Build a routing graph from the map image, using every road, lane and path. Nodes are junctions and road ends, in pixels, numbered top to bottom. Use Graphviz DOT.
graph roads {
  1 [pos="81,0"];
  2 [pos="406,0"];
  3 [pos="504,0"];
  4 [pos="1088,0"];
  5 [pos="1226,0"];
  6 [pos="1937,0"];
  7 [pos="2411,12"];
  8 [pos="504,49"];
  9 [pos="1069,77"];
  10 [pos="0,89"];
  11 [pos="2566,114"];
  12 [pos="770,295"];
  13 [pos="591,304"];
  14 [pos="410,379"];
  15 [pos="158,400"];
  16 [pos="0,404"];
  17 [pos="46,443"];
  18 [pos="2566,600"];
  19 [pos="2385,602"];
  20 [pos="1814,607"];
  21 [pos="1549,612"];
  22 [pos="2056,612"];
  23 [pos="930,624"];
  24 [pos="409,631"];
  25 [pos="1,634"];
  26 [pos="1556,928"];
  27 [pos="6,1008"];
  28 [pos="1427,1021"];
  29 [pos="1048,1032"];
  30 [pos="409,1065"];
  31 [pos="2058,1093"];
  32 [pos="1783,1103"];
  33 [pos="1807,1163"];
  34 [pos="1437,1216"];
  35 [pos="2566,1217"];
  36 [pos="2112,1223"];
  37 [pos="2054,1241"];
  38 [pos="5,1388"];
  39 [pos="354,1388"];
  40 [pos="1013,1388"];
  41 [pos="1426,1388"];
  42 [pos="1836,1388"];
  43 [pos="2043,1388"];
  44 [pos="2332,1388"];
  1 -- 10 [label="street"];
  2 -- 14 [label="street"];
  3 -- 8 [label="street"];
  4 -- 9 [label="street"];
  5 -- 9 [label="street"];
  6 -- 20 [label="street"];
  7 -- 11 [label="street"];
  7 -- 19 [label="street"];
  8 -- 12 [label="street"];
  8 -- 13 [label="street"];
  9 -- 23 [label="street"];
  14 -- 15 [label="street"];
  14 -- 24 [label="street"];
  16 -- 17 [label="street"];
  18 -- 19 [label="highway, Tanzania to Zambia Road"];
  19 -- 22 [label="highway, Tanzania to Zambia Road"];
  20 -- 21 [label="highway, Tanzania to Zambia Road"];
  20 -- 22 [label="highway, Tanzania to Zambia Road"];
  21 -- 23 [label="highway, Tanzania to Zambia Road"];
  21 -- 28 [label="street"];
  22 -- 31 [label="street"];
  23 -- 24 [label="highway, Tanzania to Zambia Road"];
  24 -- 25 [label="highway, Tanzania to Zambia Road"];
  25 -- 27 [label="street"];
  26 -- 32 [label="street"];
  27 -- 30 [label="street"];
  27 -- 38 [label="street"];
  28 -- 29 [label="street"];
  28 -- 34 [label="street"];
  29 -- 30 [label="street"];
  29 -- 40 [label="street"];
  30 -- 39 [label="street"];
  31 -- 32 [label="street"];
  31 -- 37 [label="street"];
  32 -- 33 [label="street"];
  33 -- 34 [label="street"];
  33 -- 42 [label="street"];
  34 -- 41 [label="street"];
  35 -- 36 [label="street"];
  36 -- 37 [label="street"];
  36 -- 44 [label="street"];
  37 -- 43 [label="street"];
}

→ **Work instruction**:
Your reply should consist of all the records, set down exactly.

→ **Written response**:
Build a routing graph from the map image, using every road, lane and path. Nodes are junctions and road ends, in pixels, numbered top to bottom. Use Graphviz DOT.
graph roads {
  1 [pos="81,0"];
  2 [pos="406,0"];
  3 [pos="504,0"];
  4 [pos="1088,0"];
  5 [pos="1226,0"];
  6 [pos="1937,0"];
  7 [pos="2411,12"];
  8 [pos="504,49"];
  9 [pos="1069,77"];
  10 [pos="0,89"];
  11 [pos="2566,114"];
  12 [pos="770,295"];
  13 [pos="591,304"];
  14 [pos="410,379"];
  15 [pos="158,400"];
  16 [pos="0,404"];
  17 [pos="46,443"];
  18 [pos="2566,600"];
  19 [pos="2385,602"];
  20 [pos="1814,607"];
  21 [pos="1549,612"];
  22 [pos="2056,612"];
  23 [pos="930,624"];
  24 [pos="409,631"];
  25 [pos="1,634"];
  26 [pos="1556,928"];
  27 [pos="6,1008"];
  28 [pos="1427,1021"];
  29 [pos="1048,1032"];
  30 [pos="409,1065"];
  31 [pos="2058,1093"];
  32 [pos="1783,1103"];
  33 [pos="1807,1163"];
  34 [pos="1437,1216"];
  35 [pos="2566,1217"];
  36 [pos="2112,1223"];
  37 [pos="2054,1241"];
  38 [pos="5,1388"];
  39 [pos="354,1388"];
  40 [pos="1013,1388"];
  41 [pos="1426,1388"];
  42 [pos="1836,1388"];
  43 [pos="2043,1388"];
  44 [pos="2332,1388"];
  1 -- 10 [label="street"];
  2 -- 14 [label="street"];
  3 -- 8 [label="street"];
  4 -- 9 [label="street"];
  5 -- 9 [label="street"];
  6 -- 20 [label="street"];
  7 -- 11 [label="street"];
  7 -- 19 [label="street"];
  8 -- 12 [label="street"];
  8 -- 13 [label="street"];
  9 -- 23 [label="street"];
  14 -- 15 [label="street"];
  14 -- 24 [label="street"];
  16 -- 17 [label="street"];
  18 -- 19 [label="highway, Tanzania to Zambia Road"];
  19 -- 22 [label="highway, Tanzania to Zambia Road"];
  20 -- 21 [label="highway, Tanzania to Zambia Road"];
  20 -- 22 [label="highway, Tanzania to Zambia Road"];
  21 -- 23 [label="highway, Tanzania to Zambia Road"];
  21 -- 28 [label="street"];
  22 -- 31 [label="street"];
  23 -- 24 [label="highway, Tanzania to Zambia Road"];
  24 -- 25 [label="highway, Tanzania to Zambia Road"];
  25 -- 27 [label="street"];
  26 -- 32 [label="street"];
  27 -- 30 [label="street"];
  27 -- 38 [label="street"];
  28 -- 29 [label="street"];
  28 -- 34 [label="street"];
  29 -- 30 [label="street"];
  29 -- 40 [label="street"];
  30 -- 39 [label="street"];
  31 -- 32 [label="street"];
  31 -- 37 [label="street"];
  32 -- 33 [label="street"];
  33 -- 34 [label="street"];
  33 -- 42 [label="street"];
  34 -- 41 [label="street"];
  35 -- 36 [label="street"];
  36 -- 37 [label="street"];
  36 -- 44 [label="street"];
  37 -- 43 [label="street"];
}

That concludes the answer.